Friday May 27 2022
Web Desk

Benazir Bhutto paved way for women and mothers in international politics: Jacinda Ardern

Web Desk
(left) Benazir Bhutto, (right) Jacinda Ardern.—Britannica, AP.
(left) Benazir Bhutto, (right) Jacinda Ardern.—Britannica, AP.

  • New Zealand PM addresses students at Harvard University Commencement.
  • Emphasises need for democracy recalling similar call made by Bhutto.
  • She underscores how she walked path similar to former Pakistani PM. 

New Zealand Prime Minister Jacinda Ardern addressed students at the Harvard University Commencement on Thursday, where she reiterated former Pakistani prime minister Benazir Bhutto's call to deepen democracy. 

The New Zealand Prime Minister emphasised the importance of democratic systems, echoing Bhutto's 1989 speech at the university, in which she emphasised the "fragility of democracy."

In her speech, Arden shared that she had met Bhutto in Geneva in 2007, seven months prior to her assassination.  

The PM said that despite all the political differences that exist in the world, two things about Bhutto were undeniable. 

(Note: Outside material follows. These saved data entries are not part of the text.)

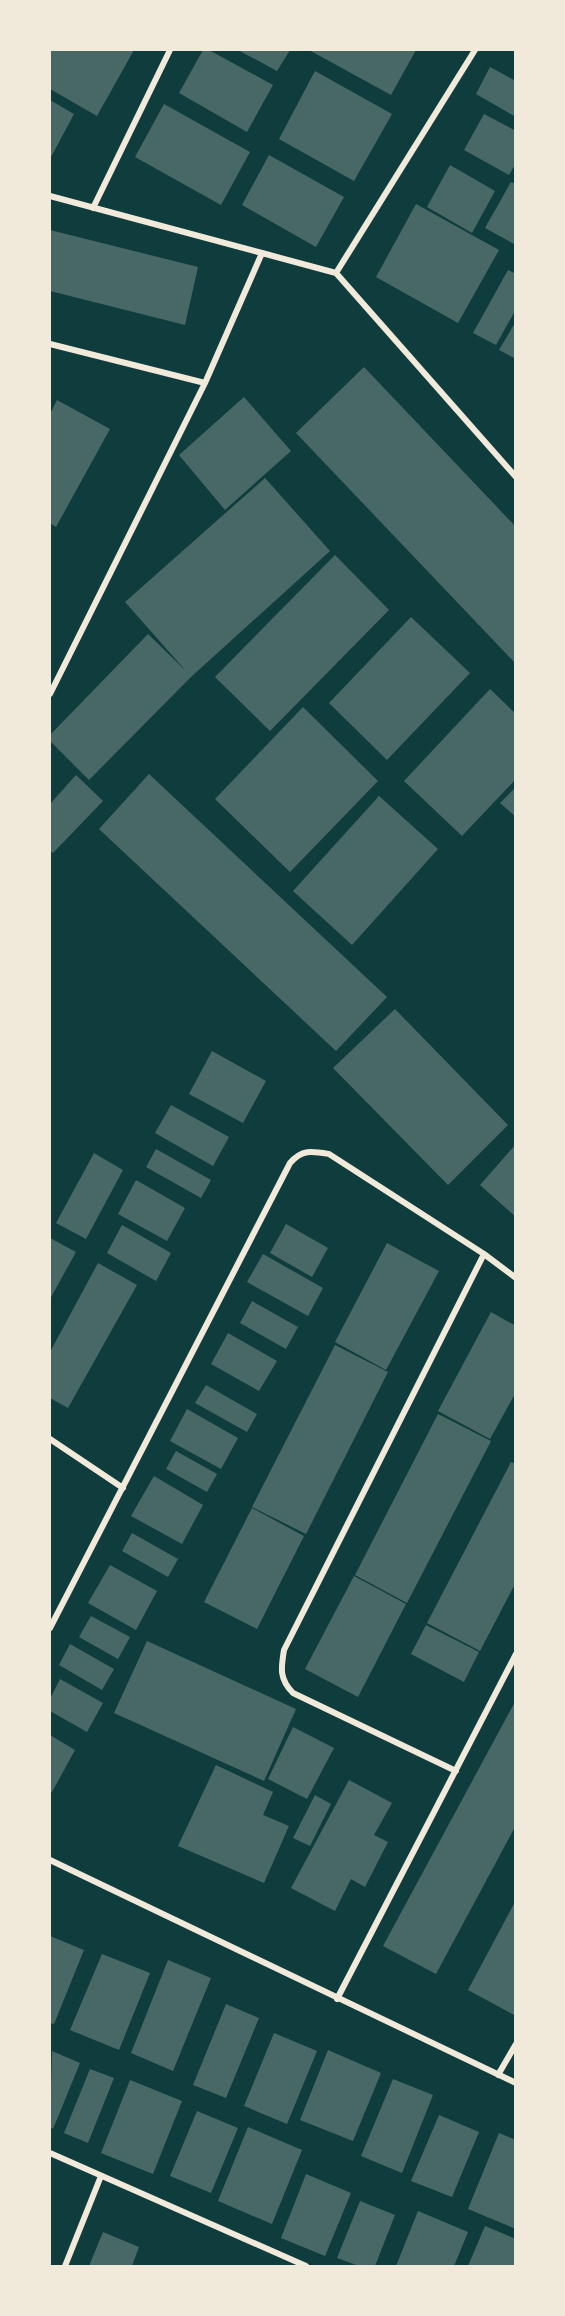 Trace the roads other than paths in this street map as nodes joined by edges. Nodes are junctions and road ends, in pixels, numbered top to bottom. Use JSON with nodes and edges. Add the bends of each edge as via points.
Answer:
{"nodes":[{"id":1,"x":170,"y":50,"type":"edge"},
{"id":2,"x":475,"y":50,"type":"edge"},
{"id":3,"x":50,"y":196,"type":"edge"},
{"id":4,"x":93,"y":208,"type":"junction"},
{"id":5,"x":262,"y":253,"type":"junction"},
{"id":6,"x":336,"y":273,"type":"junction"},
{"id":7,"x":50,"y":344,"type":"edge"},
{"id":8,"x":206,"y":383,"type":"junction"},
{"id":9,"x":516,"y":477,"type":"edge"},
{"id":10,"x":50,"y":694,"type":"edge"},
{"id":11,"x":484,"y":1254,"type":"junction"},
{"id":12,"x":516,"y":1278,"type":"edge"},
{"id":13,"x":50,"y":1439,"type":"edge"},
{"id":14,"x":123,"y":1488,"type":"junction"},
{"id":15,"x":50,"y":1628,"type":"edge"},
{"id":16,"x":516,"y":1654,"type":"edge"},
{"id":17,"x":456,"y":1772,"type":"junction"},
{"id":18,"x":50,"y":1860,"type":"edge"},
{"id":19,"x":337,"y":1999,"type":"junction"},
{"id":20,"x":516,"y":2044,"type":"edge"},
{"id":21,"x":498,"y":2075,"type":"junction"},
{"id":22,"x":516,"y":2083,"type":"edge"},
{"id":23,"x":50,"y":2153,"type":"edge"},
{"id":24,"x":101,"y":2176,"type":"junction"},
{"id":25,"x":65,"y":2266,"type":"edge"},
{"id":26,"x":306,"y":2266,"type":"edge"}],
"edges":[{"from":1,"to":4,"type":"street"},
{"from":2,"to":6,"type":"street"},
{"from":3,"to":4,"type":"street"},
{"from":4,"to":5,"type":"street"},
{"from":5,"to":6,"type":"street"},
{"from":5,"to":8,"type":"street"},
{"from":6,"to":9,"type":"street"},
{"from":7,"to":8,"type":"street"},
{"from":8,"to":10,"type":"street"},
{"from":11,"to":12,"type":"street"},
{"from":11,"to":14,"type":"street","via":[[329,1154],[308,1151],[297,1155]]},
{"from":11,"to":17,"type":"street","via":[[284,1650],[280,1674],[293,1694]]},
{"from":13,"to":14,"type":"street"},
{"from":14,"to":15,"type":"street"},
{"from":16,"to":17,"type":"street"},
{"from":17,"to":19,"type":"street"},
{"from":18,"to":19,"type":"street"},
{"from":19,"to":21,"type":"street"},
{"from":20,"to":21,"type":"street"},
{"from":21,"to":22,"type":"street"},
{"from":23,"to":24,"type":"street"},
{"from":24,"to":25,"type":"street"},
{"from":24,"to":26,"type":"street"}]}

"She was the first Muslim female Prime Minister elected in an Islamic country, when a woman in power was a rare thing," she said mentioning the first thing.

"She was also the first to give birth in the office," continued Arden.

She mentioned how 30 years later she was "the second and the only other leader to have given birth in office almost 30 years later."

"My daughter, Neve Te Aroha Ardern Gayford, was born on the 21st of June 2018, Benazir Bhutto’s birthday," she told the audience.

She underscored how she had walked a path similar to the former Pakistani PM. 

"The path she carved as a woman feels as relevant today as it was decades ago, and so too is the message she shared here in this place," she said.

Echoing Bhutto, she said, "This imperfect but precious way that we organise ourselves, that has been created to give equal voice to the weak and to the strong, that is designed to help drive consensus, it is fragile."

She ended her speech by giving the message of kindness.

"After all, there are some things in life that make the world feel small and connected; let kindness be one of them," she said.